Diese Besonderheit führte zu einem Verzicht auf die Durchführung eines präoperativen Ultraschalls, der natürlich bei Verdacht auf Endophthalmitis zwingend durchgeführt werden sollte. Dieser Fall zeigt daher eindringlich, wie ein bereits initial in eine bestimmte Richtung geleitetes differenzialdiagnostisches Denken den Blick auf mögliche weitere Diagnosen trüben kann. In diesem Fall wurde bei anscheinend klarer Fallkonstellation nicht ausreichend an die Möglichkeit einer schwereren Diagnose wie der Endophthalmitis gedacht. Retrospektiv war dieses nicht unbedingt entscheidend für das Endergebnis, hätte jedoch für die Operationsplanung bezüglich einer kombinierten Operation und der Operationslänge Konsequenzen gehabt. Differenzialdiagnostisch muss bei kurz zurückliegender Amnionmembranaufnähung sowie Monate zuvor stattgehabter Kataraktoperation mit Synechiolyse an eine Late-Onset-Endophthalmitis gedacht werden. Eine Late-Onset-Endophthalmitis erscheint in diesem speziellen Fall jedoch unwahrscheinlich, da in der Kontrolluntersuchung 14 Tage vor notfallmäßiger Vorstellung eine intraokulare Reizfreiheit vorlag.
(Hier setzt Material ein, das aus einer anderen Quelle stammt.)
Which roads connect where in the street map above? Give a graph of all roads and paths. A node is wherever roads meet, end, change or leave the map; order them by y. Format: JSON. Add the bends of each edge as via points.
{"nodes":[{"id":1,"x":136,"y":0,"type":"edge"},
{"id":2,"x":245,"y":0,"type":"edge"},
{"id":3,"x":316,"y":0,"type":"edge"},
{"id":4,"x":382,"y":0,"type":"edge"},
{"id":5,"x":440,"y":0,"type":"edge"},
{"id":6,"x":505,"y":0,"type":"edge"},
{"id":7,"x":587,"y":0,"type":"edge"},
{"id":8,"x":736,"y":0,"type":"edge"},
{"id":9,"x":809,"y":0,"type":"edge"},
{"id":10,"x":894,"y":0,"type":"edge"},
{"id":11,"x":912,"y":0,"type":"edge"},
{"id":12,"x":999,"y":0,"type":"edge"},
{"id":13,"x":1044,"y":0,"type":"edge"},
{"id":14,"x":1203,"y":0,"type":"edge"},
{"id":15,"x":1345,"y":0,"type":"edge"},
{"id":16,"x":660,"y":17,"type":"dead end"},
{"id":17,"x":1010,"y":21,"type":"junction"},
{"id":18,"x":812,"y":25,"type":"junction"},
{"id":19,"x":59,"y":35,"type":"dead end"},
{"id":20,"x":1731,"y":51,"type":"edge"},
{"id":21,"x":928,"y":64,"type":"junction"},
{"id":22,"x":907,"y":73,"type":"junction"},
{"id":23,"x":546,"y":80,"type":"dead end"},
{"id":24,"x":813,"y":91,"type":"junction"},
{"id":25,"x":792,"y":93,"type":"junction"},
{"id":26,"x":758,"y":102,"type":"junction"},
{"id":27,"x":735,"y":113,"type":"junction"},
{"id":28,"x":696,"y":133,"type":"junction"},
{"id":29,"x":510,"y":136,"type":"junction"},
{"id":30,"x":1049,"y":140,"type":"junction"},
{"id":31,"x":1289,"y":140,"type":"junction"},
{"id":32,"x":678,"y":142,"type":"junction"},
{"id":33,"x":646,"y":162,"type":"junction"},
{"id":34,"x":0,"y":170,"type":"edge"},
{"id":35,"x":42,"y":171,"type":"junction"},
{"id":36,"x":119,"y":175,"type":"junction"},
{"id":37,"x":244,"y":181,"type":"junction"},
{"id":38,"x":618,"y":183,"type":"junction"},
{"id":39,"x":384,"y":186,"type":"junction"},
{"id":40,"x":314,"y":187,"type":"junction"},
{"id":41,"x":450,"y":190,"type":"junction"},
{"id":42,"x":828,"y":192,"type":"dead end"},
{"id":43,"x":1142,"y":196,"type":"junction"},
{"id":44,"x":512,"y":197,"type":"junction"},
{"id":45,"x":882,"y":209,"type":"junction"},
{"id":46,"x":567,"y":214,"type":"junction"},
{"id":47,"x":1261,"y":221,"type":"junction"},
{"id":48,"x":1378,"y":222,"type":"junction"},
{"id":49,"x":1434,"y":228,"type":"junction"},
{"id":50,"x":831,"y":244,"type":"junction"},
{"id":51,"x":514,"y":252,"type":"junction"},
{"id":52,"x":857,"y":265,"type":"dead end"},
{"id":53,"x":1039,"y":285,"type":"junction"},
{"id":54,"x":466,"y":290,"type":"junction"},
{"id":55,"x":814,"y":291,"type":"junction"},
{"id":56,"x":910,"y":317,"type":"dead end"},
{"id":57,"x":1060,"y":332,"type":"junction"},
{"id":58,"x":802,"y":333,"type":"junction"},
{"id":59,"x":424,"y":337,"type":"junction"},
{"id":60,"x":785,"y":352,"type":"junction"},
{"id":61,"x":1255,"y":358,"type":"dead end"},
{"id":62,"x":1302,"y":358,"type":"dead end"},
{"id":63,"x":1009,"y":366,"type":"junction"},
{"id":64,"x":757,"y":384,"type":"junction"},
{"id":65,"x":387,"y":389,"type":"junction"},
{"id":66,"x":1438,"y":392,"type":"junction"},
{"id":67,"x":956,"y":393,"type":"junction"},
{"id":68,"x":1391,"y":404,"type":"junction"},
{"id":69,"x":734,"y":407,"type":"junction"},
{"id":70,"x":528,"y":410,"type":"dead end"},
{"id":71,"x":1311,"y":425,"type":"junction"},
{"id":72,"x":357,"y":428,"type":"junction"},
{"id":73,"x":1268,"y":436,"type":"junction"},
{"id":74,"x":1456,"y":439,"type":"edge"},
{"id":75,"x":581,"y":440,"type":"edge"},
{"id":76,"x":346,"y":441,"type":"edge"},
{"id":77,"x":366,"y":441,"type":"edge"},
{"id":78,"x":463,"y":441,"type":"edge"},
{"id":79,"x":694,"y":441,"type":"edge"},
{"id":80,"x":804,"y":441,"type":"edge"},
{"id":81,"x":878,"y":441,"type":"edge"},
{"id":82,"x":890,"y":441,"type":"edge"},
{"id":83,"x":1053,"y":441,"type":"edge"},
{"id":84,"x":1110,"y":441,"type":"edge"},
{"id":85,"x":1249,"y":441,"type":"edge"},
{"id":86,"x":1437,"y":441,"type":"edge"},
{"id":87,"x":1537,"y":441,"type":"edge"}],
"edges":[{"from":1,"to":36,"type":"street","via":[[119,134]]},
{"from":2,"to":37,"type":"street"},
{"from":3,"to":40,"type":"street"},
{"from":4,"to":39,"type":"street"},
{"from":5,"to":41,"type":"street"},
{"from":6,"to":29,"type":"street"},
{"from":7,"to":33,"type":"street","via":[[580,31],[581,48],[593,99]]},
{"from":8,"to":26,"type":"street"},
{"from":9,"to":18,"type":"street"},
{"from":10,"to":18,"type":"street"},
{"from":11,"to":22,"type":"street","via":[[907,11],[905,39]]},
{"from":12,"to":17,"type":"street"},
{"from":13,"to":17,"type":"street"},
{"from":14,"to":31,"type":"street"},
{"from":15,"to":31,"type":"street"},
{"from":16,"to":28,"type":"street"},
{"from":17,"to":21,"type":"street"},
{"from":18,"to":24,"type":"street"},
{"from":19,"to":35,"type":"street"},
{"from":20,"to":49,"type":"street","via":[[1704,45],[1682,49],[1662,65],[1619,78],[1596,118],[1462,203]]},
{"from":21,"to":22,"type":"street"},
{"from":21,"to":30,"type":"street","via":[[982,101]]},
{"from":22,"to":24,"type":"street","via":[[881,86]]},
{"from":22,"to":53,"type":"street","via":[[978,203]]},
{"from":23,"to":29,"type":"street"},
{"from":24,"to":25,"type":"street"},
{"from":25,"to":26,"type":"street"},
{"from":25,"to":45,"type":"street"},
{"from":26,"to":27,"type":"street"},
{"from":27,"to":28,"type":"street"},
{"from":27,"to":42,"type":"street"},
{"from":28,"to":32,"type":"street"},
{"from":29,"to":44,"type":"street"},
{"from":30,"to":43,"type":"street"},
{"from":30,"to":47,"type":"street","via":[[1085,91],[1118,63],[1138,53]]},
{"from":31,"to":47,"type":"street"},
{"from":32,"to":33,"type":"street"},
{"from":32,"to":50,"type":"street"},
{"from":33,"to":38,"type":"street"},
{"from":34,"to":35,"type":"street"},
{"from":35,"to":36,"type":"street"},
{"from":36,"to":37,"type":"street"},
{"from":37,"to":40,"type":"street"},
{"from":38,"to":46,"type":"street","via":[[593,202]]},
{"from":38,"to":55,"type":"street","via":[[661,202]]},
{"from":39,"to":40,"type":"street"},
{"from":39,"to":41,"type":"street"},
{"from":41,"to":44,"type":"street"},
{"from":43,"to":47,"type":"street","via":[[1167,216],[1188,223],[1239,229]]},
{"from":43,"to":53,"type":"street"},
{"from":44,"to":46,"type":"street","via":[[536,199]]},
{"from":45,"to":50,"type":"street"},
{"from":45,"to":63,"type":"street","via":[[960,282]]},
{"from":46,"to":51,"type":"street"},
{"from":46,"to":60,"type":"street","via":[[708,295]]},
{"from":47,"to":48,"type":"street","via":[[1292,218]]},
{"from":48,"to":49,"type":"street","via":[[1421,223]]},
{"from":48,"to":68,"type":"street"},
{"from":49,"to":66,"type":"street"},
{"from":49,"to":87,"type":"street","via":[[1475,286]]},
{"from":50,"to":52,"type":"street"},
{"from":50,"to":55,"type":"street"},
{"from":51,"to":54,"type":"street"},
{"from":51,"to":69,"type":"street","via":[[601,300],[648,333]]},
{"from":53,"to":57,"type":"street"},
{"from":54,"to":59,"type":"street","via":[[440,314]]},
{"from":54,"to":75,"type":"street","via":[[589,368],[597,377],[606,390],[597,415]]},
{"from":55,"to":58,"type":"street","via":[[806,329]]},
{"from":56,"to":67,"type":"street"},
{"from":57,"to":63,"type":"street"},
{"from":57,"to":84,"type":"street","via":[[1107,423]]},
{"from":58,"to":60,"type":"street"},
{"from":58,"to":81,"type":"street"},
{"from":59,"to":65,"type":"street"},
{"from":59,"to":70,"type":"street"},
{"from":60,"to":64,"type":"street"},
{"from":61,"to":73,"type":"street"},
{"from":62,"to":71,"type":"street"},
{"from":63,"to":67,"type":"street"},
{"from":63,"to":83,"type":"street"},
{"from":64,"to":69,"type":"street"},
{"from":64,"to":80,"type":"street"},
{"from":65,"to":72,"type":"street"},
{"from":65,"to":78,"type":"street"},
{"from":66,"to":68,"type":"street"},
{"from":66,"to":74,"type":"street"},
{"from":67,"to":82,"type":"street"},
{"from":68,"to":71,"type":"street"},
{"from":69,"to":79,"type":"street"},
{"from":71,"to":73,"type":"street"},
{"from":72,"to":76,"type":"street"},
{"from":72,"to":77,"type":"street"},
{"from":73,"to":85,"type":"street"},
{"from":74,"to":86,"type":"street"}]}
Dieser Fall zeigt eindrucksvoll, dass die Durchführung eines Augenultraschalls auch bei vermeintlich eindeutigen Vorderaugenabschnittsbefunden immer erfolgen sollte, da selbst eine fulminante Endophthalmitis durchaus maskiert und untypisch verlaufen kann.

Fazit für die Praxis

  • Bei der Endophthalmitis handelt es sich um einen ophthalmologischen Notfall.

  • Auch im fortgeschrittenen Stadium kann sich ein klinisch untypischer Verlauf zeigen.

  • Vermeintlich eindeutige Befunde bei langjährig bekannten Patienten mit rezidivierenden Beschwerden sollten immer wieder kritisch hinterfragt werden.

  • Eine Augenultraschalluntersuchung sollte bei fehlendem Einblick auf den Augenhintergrund auch bei vermeintlich eindeutigen Vorderaugenabschnittsbefunden immer erfolgen.